Our Interview with Cynthia Warner
How did you decide to start Warner Design Associates?
In 1990 Mark [other Warner Design Associates Co-Founder] and I had been working at a furniture dealership for several years in San Francisco. He was in sales, and I ran the design department. The business’ main focus was to supply furniture to acute care hospitals, corporate accounts and government accounts, but there was not great attention on the design aspect of these market segments. Mark and I decided to increase focus on the design and renovation of skilled nursing and gero-psychiatric facilities. After working on a number of renovation and new construction projects together we decided we were a great team and wanted to expand on the design aspect of these environments! We also saw the potential in the senior living market and wanted to focus on that segment. Starting our own firm was something we always wanted to do, so in March of 1991, with two small children, we bought $1,300 worth of used office furniture at an auction, rented a 500 sq. foot office and ordered business cards. After 25 years in business, the rest is history!
What do you enjoy about working with senior living communities, including independent living, assisted living, memory care, skilled nursing, CCRC and hospice communities?
There are so many rewards in working in the senior living industry. Knowing that we influence the environment and can bring independence and comfort to the lives of seniors as they transition into a new home is a reward in itself. This is a story I like to share: while working on a new construction project in Fresno, California my client told me that a gentleman had stopped by the marketing trailer during construction and sat in on the marketing presentation. After a few days he dropped off his deposit but was concerned that he was making this decision based on photos and material boards and not able to actually see what his new home was going to look like. On the day the gentleman moved in he could not contain himself, he was so overwhelmed with the interiors, the warmth and sense of home that he teared up when he saw his new home.
What senior living interior design trends do you predict next?
After attending a number of educational and design conferences I think there is a big focus on the design of 55 and over communities. Many seniors want to have an option to “downsize” and remain social with people in their age group. Today’s seniors are much more active than a generation ago. The 55+ communities offer apartments, condos, or gated developments with single-family homes. They typically provide amenities such as dining options, fitness centers, tennis courts, pools, spas, golf courses and a club house.
What are some of the biggest changes you have seen in the senior living commercial design industry throughout your career?
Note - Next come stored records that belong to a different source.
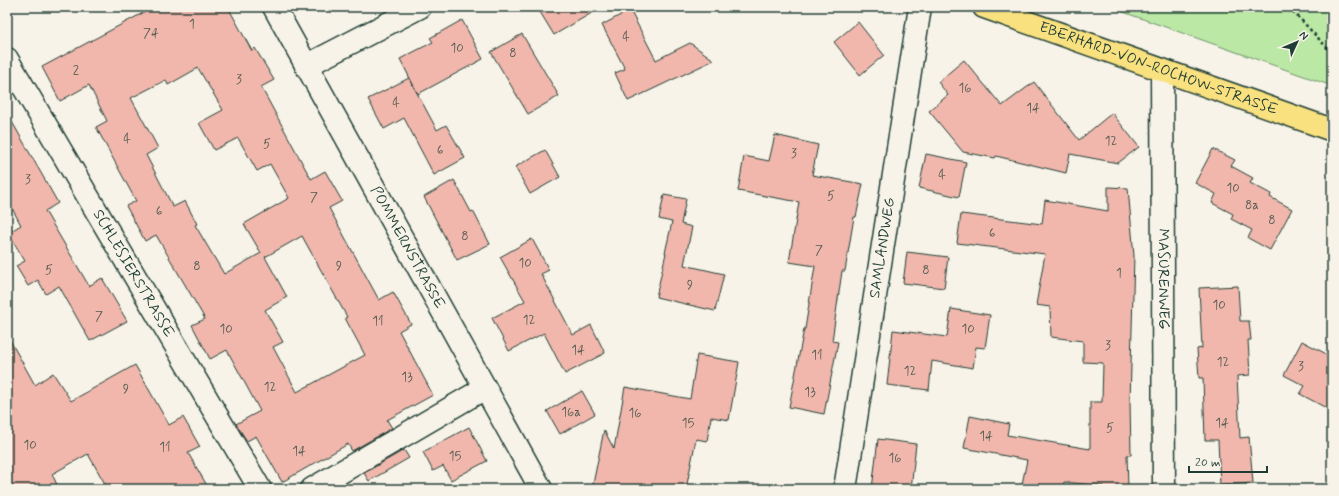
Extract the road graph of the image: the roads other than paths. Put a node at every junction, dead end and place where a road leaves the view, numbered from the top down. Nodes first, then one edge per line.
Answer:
1 (274, 7) edge
2 (420, 7) edge
3 (920, 7) edge
4 (984, 7) edge
5 (7, 59) edge
6 (306, 66) junction
7 (1162, 70) junction
8 (1332, 130) edge
9 (485, 388) junction
10 (260, 489) edge
11 (312, 489) edge
12 (541, 489) edge
13 (845, 489) edge
14 (1164, 489) edge

1 - 6 street, POMMERNSTRASSE
2 - 6 street
3 - 13 street, SAMLANDWEG
4 - 7 main road, EBERHARD-VON-ROCHOW-STRASSE
5 - 10 street, SCHLESIERSTRASSE
6 - 9 street, POMMERNSTRASSE
7 - 8 main road, EBERHARD-VON-ROCHOW-STRASSE
7 - 14 street, MASURENWEG
9 - 11 street
9 - 12 street, POMMERNSTRASSE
When assisted living communities first started to appear in the late 1970’s they were designed to offer an option to the institutionalized setting of a skilled nursing facility. In the early 1990’s when we became fully focused in this industry, there was a real push to create a less institutional environment. Seniors wanted independence and privacy, they did not want shared bathrooms and communal showers. Assisted living communities were designed to provide medical and daily care while providing dignity and respect. Today’s senior living Communities continue to provide dignity and respect but go much further. In many communities, the focus is to promote self- direction and allow the residents the ability to make their own decisions that emphasize choice, dignity, privacy, individuality, and independence in a home-like environment.
What is the best way for designers in this industry to stay on top of the trends?
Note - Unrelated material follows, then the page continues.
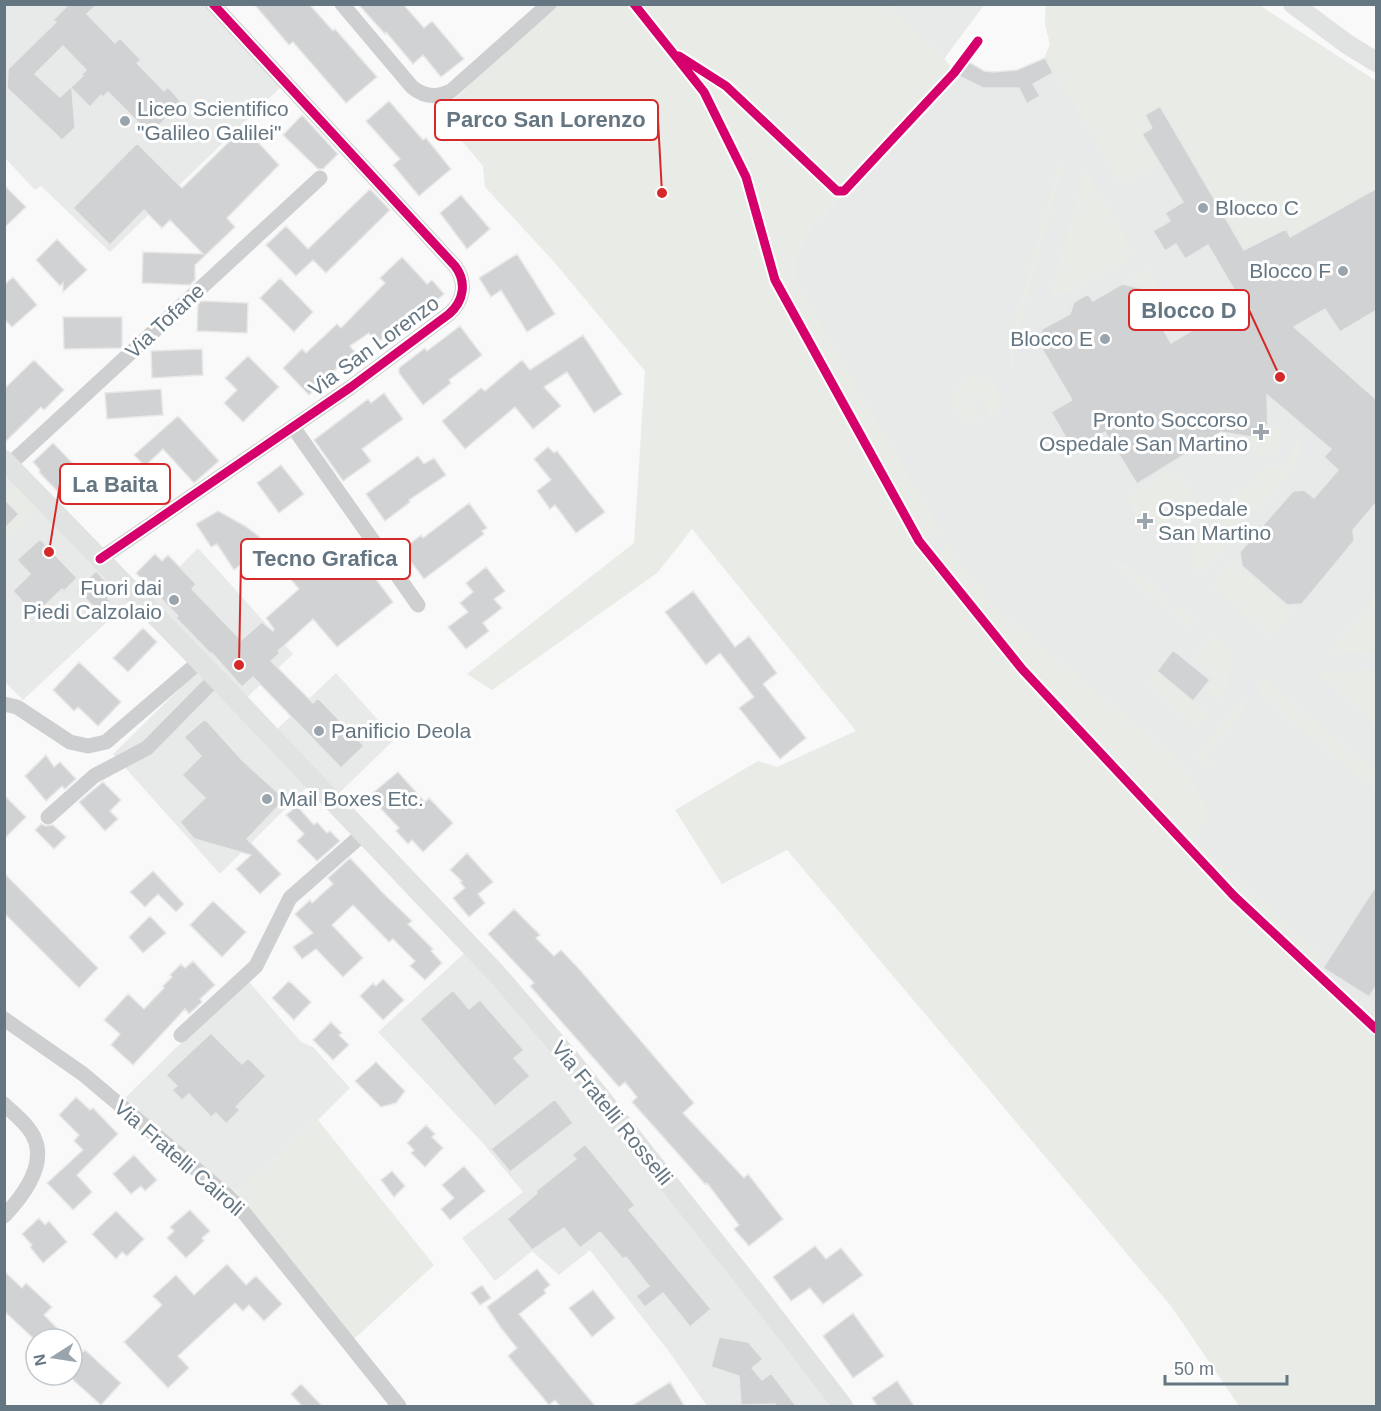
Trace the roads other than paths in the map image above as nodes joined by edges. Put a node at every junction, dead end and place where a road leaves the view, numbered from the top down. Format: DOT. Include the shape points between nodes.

Attend design conferences, network with other professional such as architects, providers, and policymakers. There are a number of advocacy groups and organizations within the senior care industry.
How do you learn and understand the unique desires of each community, and create relevant interior designs?
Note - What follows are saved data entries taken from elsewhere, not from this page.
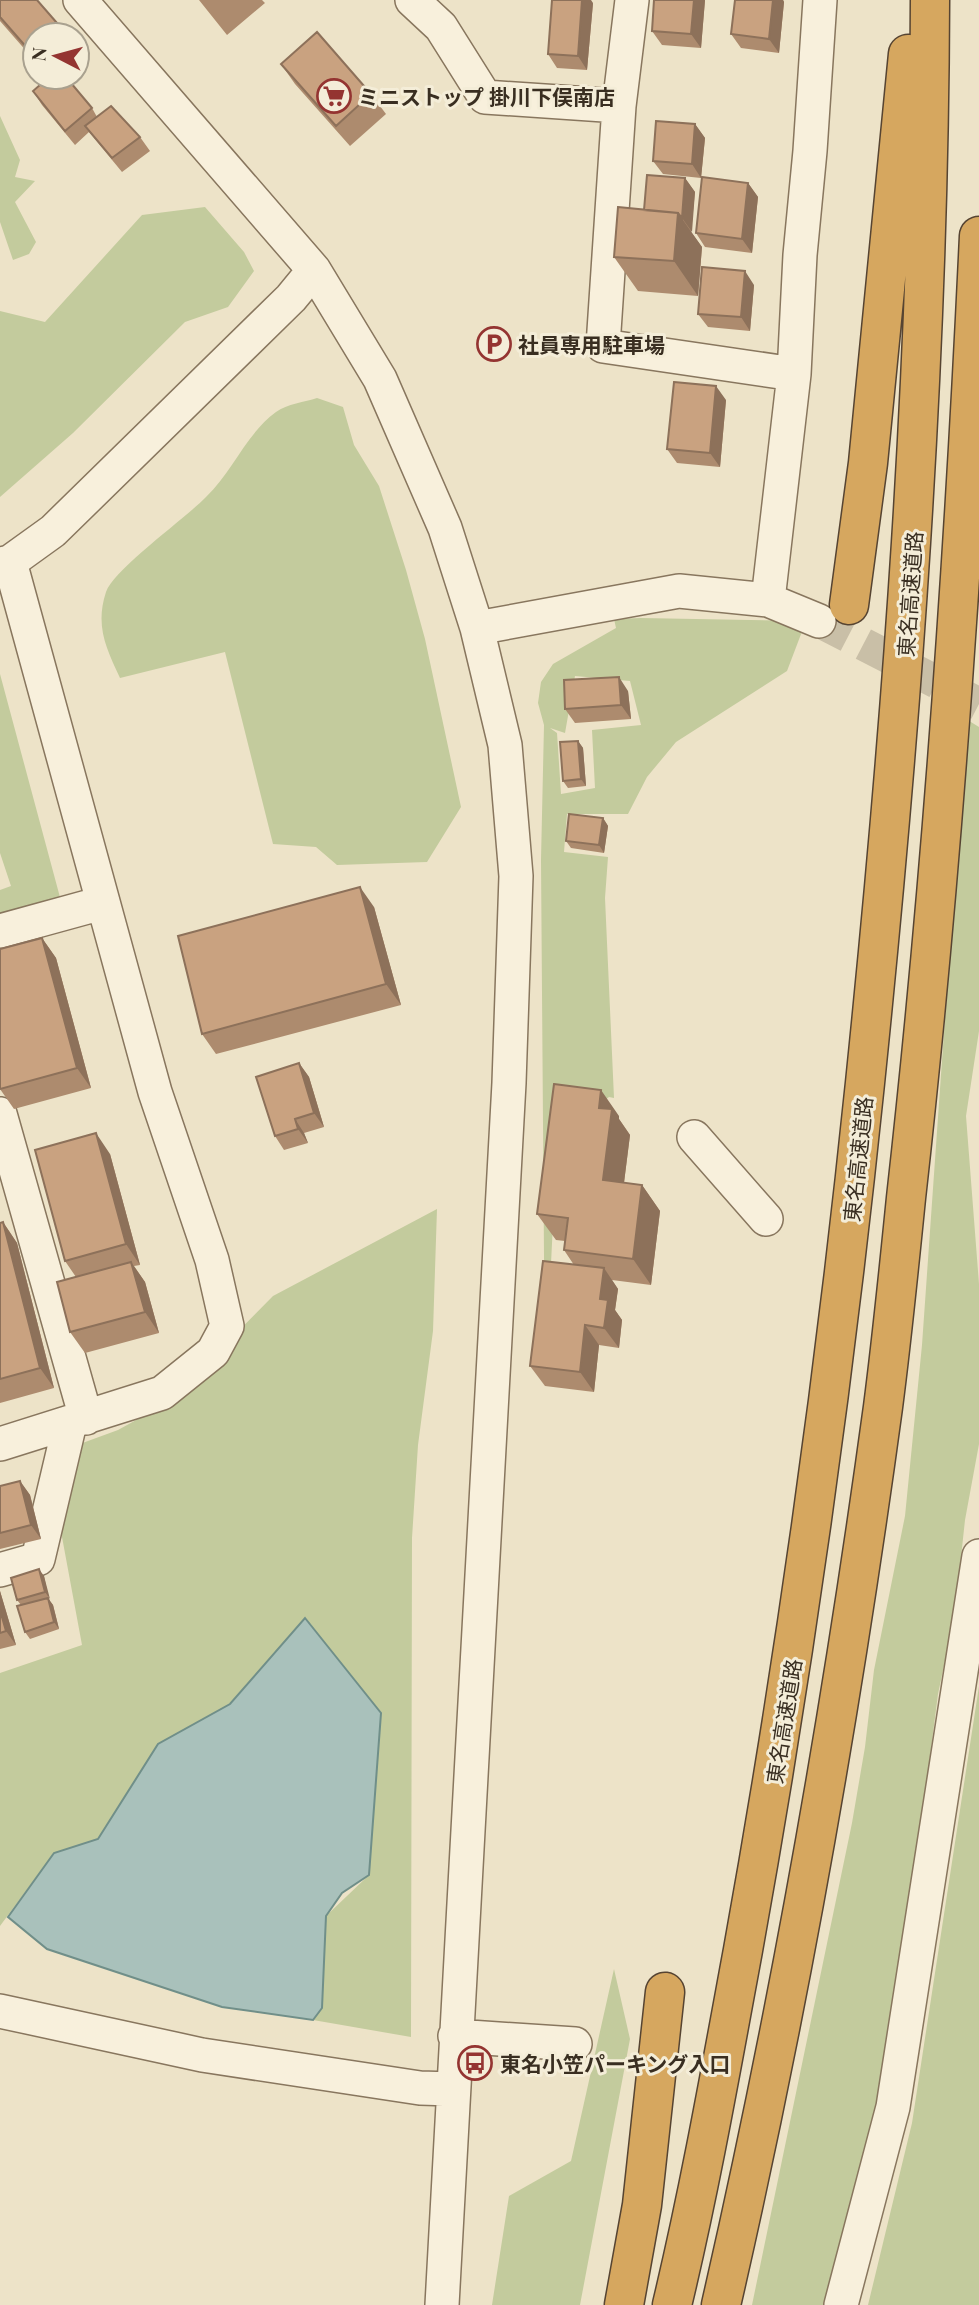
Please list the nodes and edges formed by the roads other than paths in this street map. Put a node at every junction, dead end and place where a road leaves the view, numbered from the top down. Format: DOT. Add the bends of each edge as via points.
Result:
graph roads {
  1 [pos="80,0"];
  2 [pos="412,0"];
  3 [pos="632,0"];
  4 [pos="820,0"];
  5 [pos="913,0"];
  6 [pos="930,0"];
  7 [pos="619,106"];
  8 [pos="979,236"];
  9 [pos="314,270"];
  10 [pos="794,374"];
  11 [pos="5,563"];
  12 [pos="768,600"];
  13 [pos="834,613"];
  14 [pos="477,628"];
  15 [pos="102,903"];
  16 [pos="0,931"];
  17 [pos="0,1114"];
  18 [pos="694,1137"];
  19 [pos="766,1219"];
  20 [pos="78,1420"];
  21 [pos="0,1444"];
  22 [pos="979,1556"];
  23 [pos="0,1570"];
  24 [pos="665,1993"];
  25 [pos="0,2011"];
  26 [pos="455,2036"];
  27 [pos="575,2044"];
  28 [pos="452,2089"];
  29 [pos="442,2305"];
  30 [pos="624,2305"];
  31 [pos="672,2305"];
  32 [pos="721,2305"];
  33 [pos="841,2305"];
  1 -- 9 [label="street"];
  2 -- 7 [label="street" via="441,27 485,97"];
  3 -- 7 [label="street"];
  4 -- 10 [label="street"];
  5 -- 13 [label="highway" via="868,463"];
  6 -- 31 [label="highway, 東名高速道路" via="921,416 897,772 844,1287 775,1771"];
  7 -- 10 [label="street" via="603,346"];
  8 -- 32 [label="highway" via="948,760 924,1043 883,1404 803,1900"];
  9 -- 11 [label="street" via="54,531"];
  9 -- 14 [label="street" via="380,379 445,528"];
  10 -- 12 [label="street"];
  11 -- 15 [label="street"];
  12 -- 13 [label="street"];
  12 -- 14 [label="street" via="678,591"];
  14 -- 26 [label="street" via="505,745 516,876 509,1097"];
  15 -- 16 [label="street"];
  15 -- 20 [label="street" via="155,1092 212,1260 227,1326 213,1352 162,1393"];
  17 -- 20 [label="street"];
  18 -- 19 [label="street"];
  20 -- 21 [label="street"];
  20 -- 23 [label="street" via="38,1559"];
  22 -- 33 [label="street" via="893,2107"];
  24 -- 30 [label="highway" via="642,2205"];
  25 -- 28 [label="street" via="202,2055"];
  26 -- 27 [label="street"];
  26 -- 28 [label="street"];
  28 -- 29 [label="street"];
}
We always make it a point to fully understand the client, their philosophy and mission statement towards the care of the residents they serve and learn more about the current or future residents themselves. That means understanding their market and who they are marketing to. Once we understand who the end user will be we work with the client to create a home for their residents.
What’s your favorite interior design “find” lately? (Tool, vendor, product, trend, etc.)
A few weeks ago Rachel [designer at WDA] and I toured an art facility in Toronto, Canada. We were very excited to learn about their ability to “print on demand”. They have the ability to print any image on various sizes of paper, canvas, wood, metal and acrylic. They have a number of proprietary images and are able to custom print many of them. This flexibility will allow us to select images that are project specific and to customize the sizes and final look based on the project and region.
What has been one of your best career memories or proudest moment?
That’s hard to say, there have been so many wonderful memories and proud moments throughout my career. With every groundbreaking, team meeting, successful installation and ribbon cutting comes a tremendous amount of pride knowing that I was a small part of a senior’s future.
What do you normally do on the weekends (when you’re not working!)?
When I’m not traveling I enjoy spending time with my husband Mark, our friends, family and our two granddaughters. I love to cook, eat, hike, practice photography and hang out in Tahoe. We bought our first season passes to Mt. Rose so I’m looking forward to spending some time on the slopes this winter.